Human keypoint data:
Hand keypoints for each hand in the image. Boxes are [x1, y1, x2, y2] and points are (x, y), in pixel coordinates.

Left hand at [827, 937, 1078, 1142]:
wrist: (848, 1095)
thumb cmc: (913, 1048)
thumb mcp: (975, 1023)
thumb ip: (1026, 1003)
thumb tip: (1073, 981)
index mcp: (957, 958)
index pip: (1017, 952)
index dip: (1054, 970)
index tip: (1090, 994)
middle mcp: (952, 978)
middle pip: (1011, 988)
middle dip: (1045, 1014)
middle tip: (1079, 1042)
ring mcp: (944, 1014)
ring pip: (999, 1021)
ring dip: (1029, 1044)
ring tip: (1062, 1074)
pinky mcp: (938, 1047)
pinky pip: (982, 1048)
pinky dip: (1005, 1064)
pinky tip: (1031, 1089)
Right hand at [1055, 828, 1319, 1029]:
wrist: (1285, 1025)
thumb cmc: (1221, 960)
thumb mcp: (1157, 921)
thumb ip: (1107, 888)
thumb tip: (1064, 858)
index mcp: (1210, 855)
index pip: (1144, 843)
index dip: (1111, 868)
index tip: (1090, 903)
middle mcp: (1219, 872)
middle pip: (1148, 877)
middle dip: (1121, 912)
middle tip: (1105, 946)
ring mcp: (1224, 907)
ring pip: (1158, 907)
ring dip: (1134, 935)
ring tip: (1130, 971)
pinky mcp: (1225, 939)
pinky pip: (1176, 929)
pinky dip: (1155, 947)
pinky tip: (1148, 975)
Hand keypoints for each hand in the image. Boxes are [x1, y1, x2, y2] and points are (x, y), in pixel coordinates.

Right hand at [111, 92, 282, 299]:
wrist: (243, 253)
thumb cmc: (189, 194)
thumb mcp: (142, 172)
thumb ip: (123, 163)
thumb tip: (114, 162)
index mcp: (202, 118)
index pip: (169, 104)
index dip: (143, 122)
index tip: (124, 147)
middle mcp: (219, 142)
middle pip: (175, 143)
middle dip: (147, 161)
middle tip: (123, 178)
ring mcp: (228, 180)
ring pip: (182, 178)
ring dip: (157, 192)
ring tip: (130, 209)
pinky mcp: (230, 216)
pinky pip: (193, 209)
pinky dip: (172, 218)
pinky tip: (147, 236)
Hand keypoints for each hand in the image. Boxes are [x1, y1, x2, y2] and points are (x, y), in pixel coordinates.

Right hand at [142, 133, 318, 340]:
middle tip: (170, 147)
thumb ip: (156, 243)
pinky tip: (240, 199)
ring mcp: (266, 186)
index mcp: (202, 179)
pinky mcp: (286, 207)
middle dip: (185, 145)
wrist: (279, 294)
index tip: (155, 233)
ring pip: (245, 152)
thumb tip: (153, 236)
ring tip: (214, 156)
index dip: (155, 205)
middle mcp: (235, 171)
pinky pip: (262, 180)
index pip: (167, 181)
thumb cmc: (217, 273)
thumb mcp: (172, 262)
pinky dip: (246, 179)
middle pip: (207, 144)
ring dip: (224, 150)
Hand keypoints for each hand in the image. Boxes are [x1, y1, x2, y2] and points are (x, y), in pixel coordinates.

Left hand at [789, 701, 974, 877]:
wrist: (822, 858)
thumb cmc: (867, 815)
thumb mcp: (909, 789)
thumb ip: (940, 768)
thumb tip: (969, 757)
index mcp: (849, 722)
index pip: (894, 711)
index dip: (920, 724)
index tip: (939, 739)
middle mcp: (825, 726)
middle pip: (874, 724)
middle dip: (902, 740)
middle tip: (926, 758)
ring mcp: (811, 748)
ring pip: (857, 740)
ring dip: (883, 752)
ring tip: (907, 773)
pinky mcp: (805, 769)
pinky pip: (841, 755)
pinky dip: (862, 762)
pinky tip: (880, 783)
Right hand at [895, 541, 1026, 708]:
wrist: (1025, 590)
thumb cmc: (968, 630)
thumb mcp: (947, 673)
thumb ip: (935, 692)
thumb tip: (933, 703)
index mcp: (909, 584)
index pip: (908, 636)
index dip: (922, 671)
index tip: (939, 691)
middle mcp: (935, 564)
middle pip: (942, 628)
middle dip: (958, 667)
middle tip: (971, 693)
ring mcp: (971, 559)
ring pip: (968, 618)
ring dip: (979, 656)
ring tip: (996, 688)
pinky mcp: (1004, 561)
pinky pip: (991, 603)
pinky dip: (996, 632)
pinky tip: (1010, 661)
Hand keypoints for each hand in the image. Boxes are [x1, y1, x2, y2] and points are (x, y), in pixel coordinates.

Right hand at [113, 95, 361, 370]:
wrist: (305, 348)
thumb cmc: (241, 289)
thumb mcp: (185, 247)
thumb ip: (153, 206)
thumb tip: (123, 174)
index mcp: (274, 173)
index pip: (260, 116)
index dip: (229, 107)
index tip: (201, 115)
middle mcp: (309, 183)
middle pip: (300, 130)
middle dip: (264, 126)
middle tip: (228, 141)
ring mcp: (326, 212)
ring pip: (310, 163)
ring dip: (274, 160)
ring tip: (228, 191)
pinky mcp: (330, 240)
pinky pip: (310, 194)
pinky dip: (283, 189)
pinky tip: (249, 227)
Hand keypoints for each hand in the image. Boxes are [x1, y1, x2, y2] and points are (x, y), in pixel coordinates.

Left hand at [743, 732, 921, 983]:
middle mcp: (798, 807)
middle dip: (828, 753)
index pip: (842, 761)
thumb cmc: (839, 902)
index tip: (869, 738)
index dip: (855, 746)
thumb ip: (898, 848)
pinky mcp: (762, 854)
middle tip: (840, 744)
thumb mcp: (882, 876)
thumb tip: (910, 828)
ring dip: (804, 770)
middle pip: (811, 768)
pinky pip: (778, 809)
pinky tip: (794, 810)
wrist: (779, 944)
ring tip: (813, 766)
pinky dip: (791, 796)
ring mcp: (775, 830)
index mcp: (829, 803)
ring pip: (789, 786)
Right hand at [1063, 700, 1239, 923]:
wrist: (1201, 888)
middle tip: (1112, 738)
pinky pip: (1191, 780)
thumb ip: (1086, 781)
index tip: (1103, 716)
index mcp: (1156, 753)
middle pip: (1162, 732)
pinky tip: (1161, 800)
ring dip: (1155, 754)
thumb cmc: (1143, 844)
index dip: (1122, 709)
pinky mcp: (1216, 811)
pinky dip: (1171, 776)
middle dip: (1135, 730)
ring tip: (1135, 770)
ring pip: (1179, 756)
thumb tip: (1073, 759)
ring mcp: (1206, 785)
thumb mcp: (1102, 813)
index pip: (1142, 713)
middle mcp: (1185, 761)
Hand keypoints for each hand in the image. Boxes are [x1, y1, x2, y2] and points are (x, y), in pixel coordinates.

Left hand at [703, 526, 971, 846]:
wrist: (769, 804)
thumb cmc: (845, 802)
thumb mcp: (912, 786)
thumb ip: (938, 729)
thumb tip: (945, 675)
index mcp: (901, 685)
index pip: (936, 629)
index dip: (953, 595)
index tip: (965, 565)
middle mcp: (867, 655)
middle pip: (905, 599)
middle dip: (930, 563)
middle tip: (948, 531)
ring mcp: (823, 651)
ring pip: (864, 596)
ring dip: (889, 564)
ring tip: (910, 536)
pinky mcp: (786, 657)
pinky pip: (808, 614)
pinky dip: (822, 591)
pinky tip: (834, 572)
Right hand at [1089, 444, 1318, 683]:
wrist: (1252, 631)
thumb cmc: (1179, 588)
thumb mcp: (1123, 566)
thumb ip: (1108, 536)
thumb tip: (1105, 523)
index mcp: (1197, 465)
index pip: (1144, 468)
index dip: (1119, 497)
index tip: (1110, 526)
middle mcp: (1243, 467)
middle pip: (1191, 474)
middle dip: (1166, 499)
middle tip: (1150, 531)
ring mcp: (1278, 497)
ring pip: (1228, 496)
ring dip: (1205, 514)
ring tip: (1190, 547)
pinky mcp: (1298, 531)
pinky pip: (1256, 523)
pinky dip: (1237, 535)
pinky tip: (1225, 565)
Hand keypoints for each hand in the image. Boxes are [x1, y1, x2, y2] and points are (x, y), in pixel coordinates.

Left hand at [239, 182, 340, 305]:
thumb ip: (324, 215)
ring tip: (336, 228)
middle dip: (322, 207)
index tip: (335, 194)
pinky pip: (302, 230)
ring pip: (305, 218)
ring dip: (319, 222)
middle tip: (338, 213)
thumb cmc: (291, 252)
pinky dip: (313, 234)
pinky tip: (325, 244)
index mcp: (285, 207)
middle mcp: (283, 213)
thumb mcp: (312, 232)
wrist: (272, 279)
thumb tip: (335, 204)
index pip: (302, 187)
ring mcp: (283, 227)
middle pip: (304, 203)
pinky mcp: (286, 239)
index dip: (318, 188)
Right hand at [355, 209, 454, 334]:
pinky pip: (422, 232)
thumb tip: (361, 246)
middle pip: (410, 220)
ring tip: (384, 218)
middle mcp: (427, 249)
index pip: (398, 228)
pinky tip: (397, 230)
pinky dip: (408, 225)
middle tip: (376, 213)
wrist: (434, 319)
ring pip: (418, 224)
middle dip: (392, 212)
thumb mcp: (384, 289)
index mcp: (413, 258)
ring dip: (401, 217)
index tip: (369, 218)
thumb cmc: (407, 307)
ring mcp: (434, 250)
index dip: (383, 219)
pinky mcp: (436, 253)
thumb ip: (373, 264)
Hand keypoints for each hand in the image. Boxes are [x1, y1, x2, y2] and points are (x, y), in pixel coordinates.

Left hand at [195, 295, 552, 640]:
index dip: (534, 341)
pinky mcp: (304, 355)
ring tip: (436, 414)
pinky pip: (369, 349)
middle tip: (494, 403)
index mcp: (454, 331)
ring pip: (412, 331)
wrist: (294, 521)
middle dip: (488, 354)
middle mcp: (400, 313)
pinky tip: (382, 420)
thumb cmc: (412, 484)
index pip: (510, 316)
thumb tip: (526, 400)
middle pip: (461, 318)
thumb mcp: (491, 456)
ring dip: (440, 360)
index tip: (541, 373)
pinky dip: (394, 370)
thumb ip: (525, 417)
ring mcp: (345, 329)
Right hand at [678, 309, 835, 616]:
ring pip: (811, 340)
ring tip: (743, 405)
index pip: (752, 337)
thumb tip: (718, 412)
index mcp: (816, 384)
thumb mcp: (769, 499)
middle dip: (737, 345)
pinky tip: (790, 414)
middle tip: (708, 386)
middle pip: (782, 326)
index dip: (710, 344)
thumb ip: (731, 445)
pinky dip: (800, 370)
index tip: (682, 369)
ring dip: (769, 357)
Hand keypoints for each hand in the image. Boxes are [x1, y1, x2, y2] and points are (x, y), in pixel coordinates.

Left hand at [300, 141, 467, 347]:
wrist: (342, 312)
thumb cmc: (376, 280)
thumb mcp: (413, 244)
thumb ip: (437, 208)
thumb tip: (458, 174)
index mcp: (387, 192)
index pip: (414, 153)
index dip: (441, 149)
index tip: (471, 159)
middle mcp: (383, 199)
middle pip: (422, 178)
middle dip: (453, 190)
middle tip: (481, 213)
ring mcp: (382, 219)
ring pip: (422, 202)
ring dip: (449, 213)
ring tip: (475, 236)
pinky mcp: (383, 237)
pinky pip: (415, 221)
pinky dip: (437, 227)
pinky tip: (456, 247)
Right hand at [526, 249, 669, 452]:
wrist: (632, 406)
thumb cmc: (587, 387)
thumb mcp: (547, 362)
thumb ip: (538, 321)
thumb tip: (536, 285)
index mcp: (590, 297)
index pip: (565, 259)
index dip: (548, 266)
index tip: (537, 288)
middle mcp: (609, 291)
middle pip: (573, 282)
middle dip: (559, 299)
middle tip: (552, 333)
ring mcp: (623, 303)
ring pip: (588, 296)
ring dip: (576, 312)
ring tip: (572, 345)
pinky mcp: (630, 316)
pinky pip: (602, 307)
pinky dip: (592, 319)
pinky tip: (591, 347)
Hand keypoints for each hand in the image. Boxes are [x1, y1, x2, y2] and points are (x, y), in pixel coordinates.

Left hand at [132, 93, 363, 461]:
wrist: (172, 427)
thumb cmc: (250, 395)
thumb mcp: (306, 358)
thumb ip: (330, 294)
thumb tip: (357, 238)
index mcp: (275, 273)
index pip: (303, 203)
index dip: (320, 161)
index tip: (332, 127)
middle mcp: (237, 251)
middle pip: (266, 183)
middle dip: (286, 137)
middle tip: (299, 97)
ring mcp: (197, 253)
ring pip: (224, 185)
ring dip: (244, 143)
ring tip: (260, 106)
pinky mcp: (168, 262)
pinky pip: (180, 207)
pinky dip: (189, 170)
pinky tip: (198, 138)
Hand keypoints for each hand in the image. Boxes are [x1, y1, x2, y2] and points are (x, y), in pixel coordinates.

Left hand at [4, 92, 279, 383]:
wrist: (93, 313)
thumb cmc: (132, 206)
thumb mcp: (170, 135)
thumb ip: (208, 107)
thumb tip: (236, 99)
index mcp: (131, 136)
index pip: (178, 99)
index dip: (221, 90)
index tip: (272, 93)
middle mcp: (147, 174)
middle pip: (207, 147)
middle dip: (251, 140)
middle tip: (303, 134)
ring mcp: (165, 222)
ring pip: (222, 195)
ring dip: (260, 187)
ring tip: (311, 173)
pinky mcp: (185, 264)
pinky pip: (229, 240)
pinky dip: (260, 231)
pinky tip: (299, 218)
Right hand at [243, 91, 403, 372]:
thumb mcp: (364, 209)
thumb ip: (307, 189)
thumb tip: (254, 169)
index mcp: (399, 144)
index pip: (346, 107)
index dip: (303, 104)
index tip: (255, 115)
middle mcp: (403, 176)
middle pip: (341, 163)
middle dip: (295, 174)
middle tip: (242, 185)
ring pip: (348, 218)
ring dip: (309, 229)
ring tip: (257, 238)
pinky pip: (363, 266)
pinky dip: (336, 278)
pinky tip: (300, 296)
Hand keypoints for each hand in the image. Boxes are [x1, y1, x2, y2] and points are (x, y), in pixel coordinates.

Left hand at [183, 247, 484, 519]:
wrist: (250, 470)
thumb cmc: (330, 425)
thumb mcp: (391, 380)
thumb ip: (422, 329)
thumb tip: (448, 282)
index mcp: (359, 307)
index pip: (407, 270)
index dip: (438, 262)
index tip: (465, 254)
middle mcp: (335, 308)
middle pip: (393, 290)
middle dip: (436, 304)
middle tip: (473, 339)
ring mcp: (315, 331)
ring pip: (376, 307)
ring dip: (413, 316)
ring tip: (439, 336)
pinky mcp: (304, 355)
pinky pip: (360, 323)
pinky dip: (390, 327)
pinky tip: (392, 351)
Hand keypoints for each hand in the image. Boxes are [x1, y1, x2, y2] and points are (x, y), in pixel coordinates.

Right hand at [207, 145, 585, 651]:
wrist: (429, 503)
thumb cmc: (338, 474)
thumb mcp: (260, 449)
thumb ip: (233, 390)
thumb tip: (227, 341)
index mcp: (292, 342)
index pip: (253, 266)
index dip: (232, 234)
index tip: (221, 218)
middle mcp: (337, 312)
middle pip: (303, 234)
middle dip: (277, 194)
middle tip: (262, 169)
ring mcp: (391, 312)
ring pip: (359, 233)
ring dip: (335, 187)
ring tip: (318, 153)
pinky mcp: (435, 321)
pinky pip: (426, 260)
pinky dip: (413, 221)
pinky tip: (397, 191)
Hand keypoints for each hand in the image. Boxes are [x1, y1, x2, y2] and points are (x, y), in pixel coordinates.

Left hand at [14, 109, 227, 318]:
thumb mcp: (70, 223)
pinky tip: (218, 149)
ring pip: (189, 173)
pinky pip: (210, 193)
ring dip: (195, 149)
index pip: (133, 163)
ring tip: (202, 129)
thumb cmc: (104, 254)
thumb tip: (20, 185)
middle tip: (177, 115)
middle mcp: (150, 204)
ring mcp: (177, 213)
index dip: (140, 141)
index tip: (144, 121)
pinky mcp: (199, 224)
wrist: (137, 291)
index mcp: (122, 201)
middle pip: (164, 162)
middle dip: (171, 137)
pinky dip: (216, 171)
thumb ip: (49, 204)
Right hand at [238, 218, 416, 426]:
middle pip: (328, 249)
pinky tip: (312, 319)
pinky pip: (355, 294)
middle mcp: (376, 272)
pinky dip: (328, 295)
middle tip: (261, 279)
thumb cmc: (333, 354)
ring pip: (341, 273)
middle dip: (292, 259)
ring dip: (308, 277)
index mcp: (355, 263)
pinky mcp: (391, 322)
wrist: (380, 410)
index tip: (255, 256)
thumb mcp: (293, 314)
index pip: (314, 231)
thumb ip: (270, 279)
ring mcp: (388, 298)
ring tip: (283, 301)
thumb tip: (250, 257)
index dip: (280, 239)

* Goal of the exercise: A verbatim transcription is needed of the lines above, starting at the line with "thumb mcp: (769, 499)" and ending at the line with "thumb cmc: (132, 206)", both included, and of nothing else.

* Reply to the task:
thumb mcp: (769, 499)
middle dip: (737, 345)
pinky tip: (790, 414)
middle tip: (708, 386)
middle pip: (782, 326)
index dip: (710, 344)
thumb ip: (731, 445)
pinky dip: (800, 370)
index tip: (682, 369)
ring dip: (769, 357)
Hand keypoints for each hand in the image. Boxes are [x1, y1, x2, y2] and points are (x, y), in pixel coordinates.

Left hand at [300, 141, 467, 347]:
wrist: (342, 312)
thumb cmc: (376, 280)
thumb mcp: (413, 244)
thumb ip: (437, 208)
thumb tip: (458, 174)
index mcp: (387, 192)
index pip: (414, 153)
index dip: (441, 149)
index tip: (471, 159)
middle mcp: (383, 199)
middle pip: (422, 178)
middle dip: (453, 190)
middle tip: (481, 213)
ring mcp: (382, 219)
ring pip: (422, 202)
ring dip: (449, 213)
ring tip: (475, 236)
pinky mcp: (383, 237)
pinky pip: (415, 221)
pinky dip: (437, 227)
pinky tip: (456, 247)
Right hand at [526, 249, 669, 452]:
wrist: (632, 406)
thumb cmc: (587, 387)
thumb mcp: (547, 362)
thumb ip: (538, 321)
thumb tip: (536, 285)
index mcp: (590, 297)
index pip: (565, 259)
index dip: (548, 266)
index tip: (537, 288)
middle mcp: (609, 291)
middle pip: (573, 282)
middle dip: (559, 299)
middle tip: (552, 333)
ring mcp: (623, 303)
ring pip: (588, 296)
ring dip: (576, 312)
ring tip: (572, 345)
pinky mcp: (630, 316)
pinky pip: (602, 307)
pinky dip: (592, 319)
pinky tip: (591, 347)
Hand keypoints for each hand in the image. Boxes are [x1, y1, x2, y2] and points are (x, y), in pixel coordinates.

Left hand at [132, 93, 363, 461]:
wrist: (172, 427)
thumb cmc: (250, 395)
thumb mcp: (306, 358)
thumb ip: (330, 294)
thumb tip: (357, 238)
index mcp: (275, 273)
index pip: (303, 203)
index dip: (320, 161)
index tip: (332, 127)
middle mcp: (237, 251)
middle pip: (266, 183)
middle dip: (286, 137)
middle tip: (299, 97)
ring mcp: (197, 253)
ring pip: (224, 185)
ring dip: (244, 143)
ring tip: (260, 106)
pinky mcp: (168, 262)
pinky pip: (180, 207)
pinky dip: (189, 170)
pinky tip: (198, 138)
Hand keypoints for each hand in the image. Boxes are [x1, y1, x2, y2] and points are (x, y), in pixel coordinates.

Left hand at [4, 92, 279, 383]:
wrist: (93, 313)
thumb cmc: (132, 206)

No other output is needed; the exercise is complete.